# Carrier Air Problems Fixed - Update -



## Fanatical1 (Jan 9, 2006)

I have an 07 Outback with a 13,500 Carrier and I continue to have the air conditioner problems. I posted a long thread on it
last year and will attach it here if anyone wants the details, but to make a long story short the dealer last year said he finally
fixed and said it was loose wires. That proved to be incorrect because the unit continues to have the same "kick out" issues
all this year.... The unit kicks out on every camping trip that we use the air and up to 10 times per day. Sometimes it
will not run for hours or at all.

After a great deal of debate with myself (yes I talk to myself), I decided not to bring it to an authorized Carrier service dealer 
this year to get it fixed for a number of reasons. First of all, I do not want to leave my camper with another service place
and find out they can't fix it (been there done that) or it will take weeks and weeks to get the job done ect.... Fuel is another issue.
The closest Carrier service place to my house is 75 miles one way.

I decided to attempt to fix it on my own. I ordered the circuit board that controls the unit's abilitly to "kick out" and will install it myself 
next week. If that does not work, I will continue to move down the list of possiblilities. After telling Carrier what I was about to do, 
they sent me to a Carrier website that has the repair guide for working on the Air V units which should help. Wish me luck!

Old Thread


----------



## Rip (Jul 13, 2006)

What the Carrier website ???????


----------



## shaela21 (Aug 16, 2005)

That is really too bad that they cannot fix their own equipment, and being a 2007, there should be warranty left. Have you asked them to replace the unit with a new one?

Good luck with the repairs. My only concern about replacing boards and such will it void any warranty left on the unit? But if they are sending you repair guides, maybe it is okay.

Cheers.


----------



## Fanatical1 (Jan 9, 2006)

The warranty does not concern me. I am a year and a half into a two year warranty and it will expire while it's in winter storage
next spring. I only need the air to work for the next month or so here in Northern Ohio.

Once your in the second year of the warranty, my experience has been the Outback dealers will not repair them and refer you to
an authorized Carrier repair center and there are none close to my area, so the cost of fuel to and from becomes a significant 
factor in my decision to fix it myself.

I also want to say that I think the Carrier unit is a good air conditioner, I just happened to get one that has a problem. I'm not
upset with the unit having an issue, just the fact that there is no place close that can repair it correctly.
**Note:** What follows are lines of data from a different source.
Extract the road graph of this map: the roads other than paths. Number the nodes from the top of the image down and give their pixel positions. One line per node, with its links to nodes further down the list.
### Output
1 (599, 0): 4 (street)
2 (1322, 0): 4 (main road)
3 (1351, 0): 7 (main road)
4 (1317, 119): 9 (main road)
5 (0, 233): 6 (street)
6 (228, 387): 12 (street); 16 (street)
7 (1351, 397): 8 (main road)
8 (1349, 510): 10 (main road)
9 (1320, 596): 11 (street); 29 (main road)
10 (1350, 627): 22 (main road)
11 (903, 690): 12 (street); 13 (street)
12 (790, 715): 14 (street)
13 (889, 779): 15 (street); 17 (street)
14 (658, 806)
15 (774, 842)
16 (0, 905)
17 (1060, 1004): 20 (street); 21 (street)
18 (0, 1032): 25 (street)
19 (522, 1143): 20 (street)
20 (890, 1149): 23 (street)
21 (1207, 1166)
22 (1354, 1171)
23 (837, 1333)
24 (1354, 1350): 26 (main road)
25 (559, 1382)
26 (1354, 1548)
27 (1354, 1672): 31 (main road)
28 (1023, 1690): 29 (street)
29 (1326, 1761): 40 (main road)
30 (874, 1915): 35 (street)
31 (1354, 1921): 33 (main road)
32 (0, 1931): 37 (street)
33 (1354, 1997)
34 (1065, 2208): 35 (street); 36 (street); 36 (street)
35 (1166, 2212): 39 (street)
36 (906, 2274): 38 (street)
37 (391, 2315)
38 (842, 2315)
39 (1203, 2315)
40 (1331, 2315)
Here is a link to the Carrier Service Manual for the Air V.

Air V Service Manual


----------



## MaeJae (May 12, 2005)

shaela21 said:


> That is really too bad that they cannot fix their own equipment, and being a 2007, there should be warranty left. *Have you asked them to replace the unit with a new one?*
> 
> Good luck with the repairs. My only concern about replacing boards and such will it void any warranty left on the unit? But if they are sending you repair guides, maybe it is okay.
> 
> Cheers.



ASK???

I think you should _tell_ them that the only acceptable answer to this A/C issue is a *NEW* unit. Period!
...On going for a year!!!!!

Keep calling...the squeaky wheel gets the grease!!!! (very true words)

MaeJae


----------



## Rip (Jul 13, 2006)

Thanks for the link


----------



## N7OQ (Jun 10, 2006)

I'm sorry to here about your continuing problems. Something you might consider is installing a hard start. At work we maintain a few hundred AC units and refrigeration units. Some times a new unit will have problems starting, the compressor is just tighter then most and with our lower voltage it has a hard time starting. We will install a hard start and the problem will go away, if the unit is still under warranty we will call the company and tell them what we want to do and they well usually say no problem and will send us another hard start to replace the one we used. We have units that have been running for years with a hard start with no problems. Anyway it is something you can try that doesn't cost a lot. I have one here in my hands that I have been going to install but haven't done yet. It is a Supco SPP6 installs across your starting capacitor. It says it increases starting torque by 500% for tight compressors, low voltage or quick recycling. There are some who will say they put to much stress on the motor windings, this could not be further from the truth. The faster a compressor can start the better, but when you get a locked rotor and the thermal overload had to kick it off will do more damage to the windings.


----------



## Fanatical1 (Jan 9, 2006)

Well, I ordered and received the circuit board and installed it myself which ended up being quite easy to do. Had my first
trip with the new board installed and ran the air for 3 days without issue!

Knock on wood, I think it may be fixed. Called Carrier and explained what I had done and asked them to cover the cost
of the board ($145.00) and they agreed. Received the check this week in the mail from Carrier. Great customer service.

Mark


----------



## KosinTrouble (Jul 18, 2005)

GReat news that they covered the costs. Even better that you got it fixed.

It was 34 here yesterday and was glad we had the AC in the Outback. We dont have it in our house, so we ended up sleeping in the trailer last night with the AC on.

Kos


----------



## BOAT MAN (Apr 7, 2008)

I think 34C converts to 93.2deg. come to ALABAMA when It is 105 deg. and the humidity is 90% and you will know what hot is.


----------